A minha leitura de Pela Noite Dentro – Contos e Outros Escritos (DG edições, Linda-a-Velha, 2025, capa de Olga Cardoso Pinto) não foi semelhante à descrita por um leitor de Sousa Costa - lido duma só vez, avidamente, numa noite de encanto fremente -, mas quase. Esta nova seleta de José da Xã (do, entre outros, blogue LadosAB), com uma capa mais sombria, continua o picaresco habitual burilado pelo autor.
A estrutura é harmoniosas, os diálogos exímios. A galeria das personagens é bem variada: leves traços são suficientes para as caraterizar e se impôr diante de nós, indefesas perante o destino, mas enredadas numa ruralidade mais salvífica do que opressiva. E se acaso algumas figuras rumam a cidade, regressam com o sentido do vazio, exceto no caso de Os Felícios, cuja estirpe e prole estão na urbe como peixe na água.

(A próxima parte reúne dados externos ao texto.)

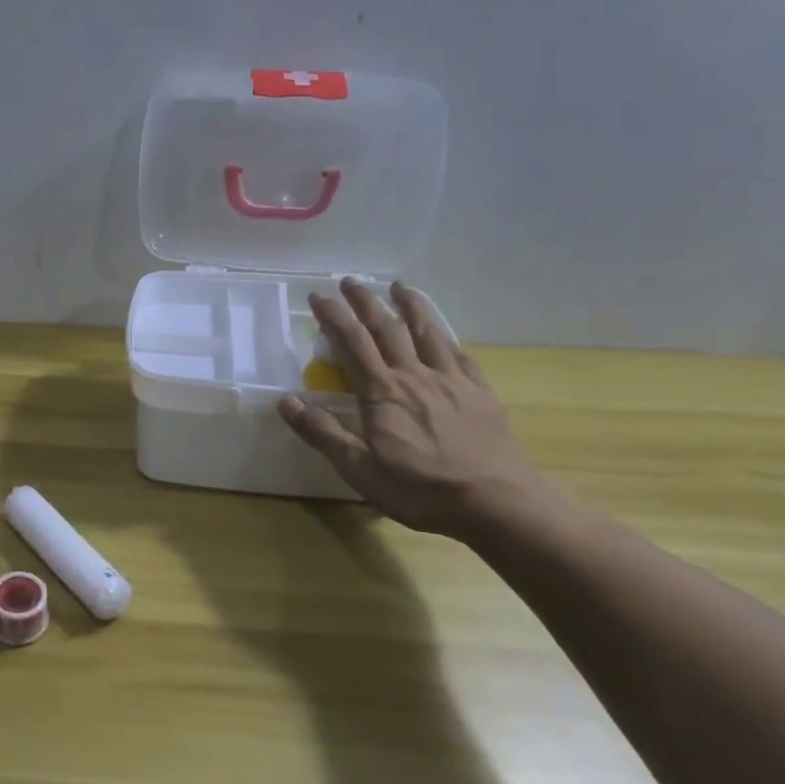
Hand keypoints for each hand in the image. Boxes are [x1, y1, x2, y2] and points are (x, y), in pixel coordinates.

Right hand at [278, 279, 548, 536]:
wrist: (497, 502)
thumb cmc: (422, 490)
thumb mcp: (361, 470)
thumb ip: (323, 433)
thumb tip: (286, 401)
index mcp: (382, 393)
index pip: (352, 343)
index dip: (334, 316)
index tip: (318, 296)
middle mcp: (414, 376)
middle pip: (387, 328)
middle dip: (366, 302)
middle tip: (350, 281)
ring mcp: (450, 381)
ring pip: (426, 332)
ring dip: (409, 306)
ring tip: (398, 286)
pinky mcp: (479, 392)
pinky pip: (459, 354)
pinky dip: (446, 336)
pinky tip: (443, 333)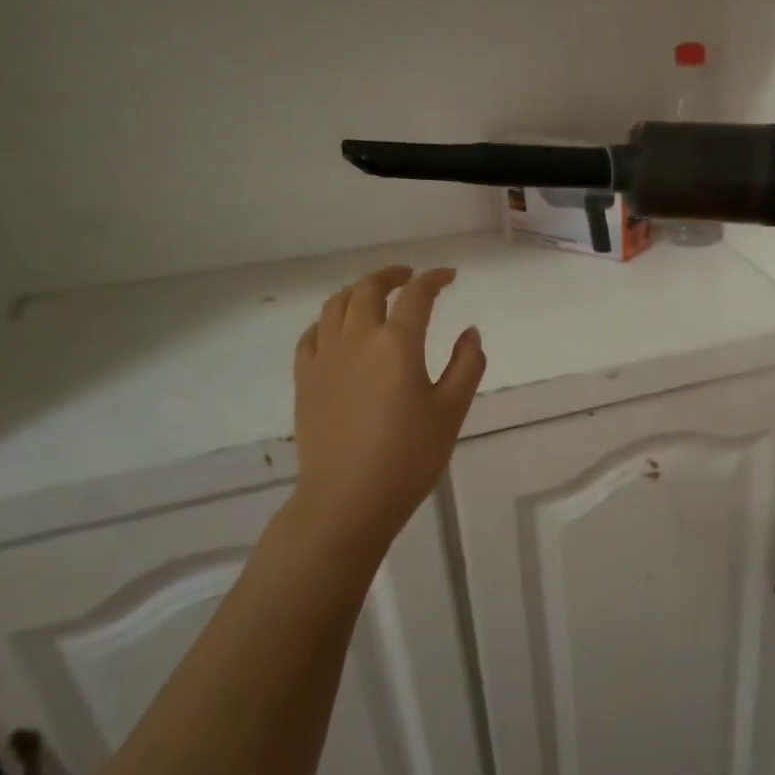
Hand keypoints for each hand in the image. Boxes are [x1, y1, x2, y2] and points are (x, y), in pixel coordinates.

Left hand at [284, 265, 484, 557]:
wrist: (347, 500)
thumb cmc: (408, 457)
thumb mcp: (451, 411)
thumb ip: (466, 365)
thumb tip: (470, 332)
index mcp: (397, 344)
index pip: (416, 295)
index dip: (434, 279)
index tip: (449, 276)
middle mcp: (357, 339)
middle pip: (368, 289)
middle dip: (391, 275)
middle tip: (409, 276)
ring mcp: (325, 357)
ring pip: (335, 305)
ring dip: (357, 290)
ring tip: (373, 293)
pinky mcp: (305, 379)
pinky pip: (312, 334)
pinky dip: (329, 319)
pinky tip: (338, 328)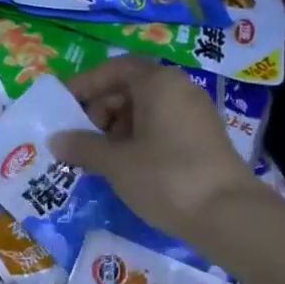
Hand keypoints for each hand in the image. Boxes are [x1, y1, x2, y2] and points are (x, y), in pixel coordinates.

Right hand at [52, 57, 267, 241]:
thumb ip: (83, 146)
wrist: (228, 214)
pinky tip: (125, 167)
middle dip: (100, 110)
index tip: (63, 106)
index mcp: (158, 83)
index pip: (115, 69)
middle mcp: (179, 89)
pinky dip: (138, 140)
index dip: (85, 85)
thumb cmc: (165, 177)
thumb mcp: (116, 163)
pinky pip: (161, 127)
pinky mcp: (203, 139)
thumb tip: (56, 140)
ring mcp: (195, 114)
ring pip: (146, 110)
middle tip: (79, 138)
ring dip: (117, 128)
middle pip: (130, 88)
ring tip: (98, 157)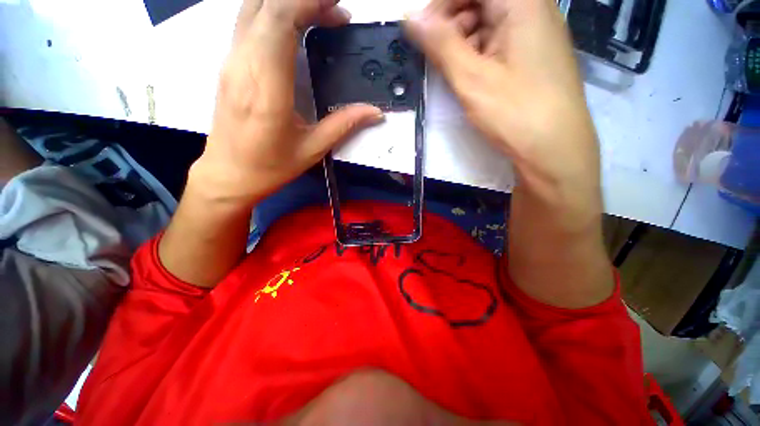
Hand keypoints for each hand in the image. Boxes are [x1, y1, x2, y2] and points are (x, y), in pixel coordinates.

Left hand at [192, 0, 382, 205]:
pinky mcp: (229, 64)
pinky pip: (248, 22)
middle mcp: (242, 65)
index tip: (337, 6)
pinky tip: (296, 25)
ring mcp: (231, 61)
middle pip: (265, 4)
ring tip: (321, 13)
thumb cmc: (271, 166)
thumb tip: (375, 112)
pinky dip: (274, 12)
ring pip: (253, 7)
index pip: (279, 21)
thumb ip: (344, 124)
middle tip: (336, 9)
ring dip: (288, 2)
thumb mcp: (312, 149)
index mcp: (266, 88)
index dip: (307, 2)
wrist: (229, 174)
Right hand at [406, 0, 611, 307]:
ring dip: (454, 39)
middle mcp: (531, 21)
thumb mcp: (472, 85)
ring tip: (437, 67)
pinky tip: (455, 78)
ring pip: (481, 23)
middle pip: (478, 1)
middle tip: (423, 47)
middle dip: (446, 17)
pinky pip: (486, 47)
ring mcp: (527, 45)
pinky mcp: (520, 70)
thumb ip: (442, 48)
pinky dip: (465, 55)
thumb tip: (412, 23)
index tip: (419, 16)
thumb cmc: (521, 129)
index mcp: (525, 14)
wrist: (556, 168)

Pareceu-me ouvir, por exemplo, aos primeiros textos, o chamamento das narrativas breves de Raul Correia ou Os Contos do Tio Joaquim, de Rodrigo Paganino. Mas, sem demora, tudo muda. O lagarto - Baltazar - surpreende, como se o término ressumbrasse o esgar malicioso, noite fora, quando os olhos cansados ficam pregados no estuque do quarto. O diabrete, se houver, surge no mariola homónimo de O Nome Pedro - e, na confusão, é bem possível entrarmos também na novela Pedro Páramo, de Juan Rulfo. Vale igualmente referir Amor tropical, moderna versão saída dos folhosos Contos de Histórias de Proveito e Exemplo, de Gonçalo Fernandes Trancoso. E até um epígono de Charles Bukowski toma forma na Longa noite, a lutar, à cabeceira da cama, contra a chama viva da inspiração.
Fica ao critério do leitor distinguir entre os contos e os outros escritos. É difícil interromper a obsessiva leitura antes do fim. Este é um estilo desafetado que já o tínhamos visto em crónicas, mas não em contos.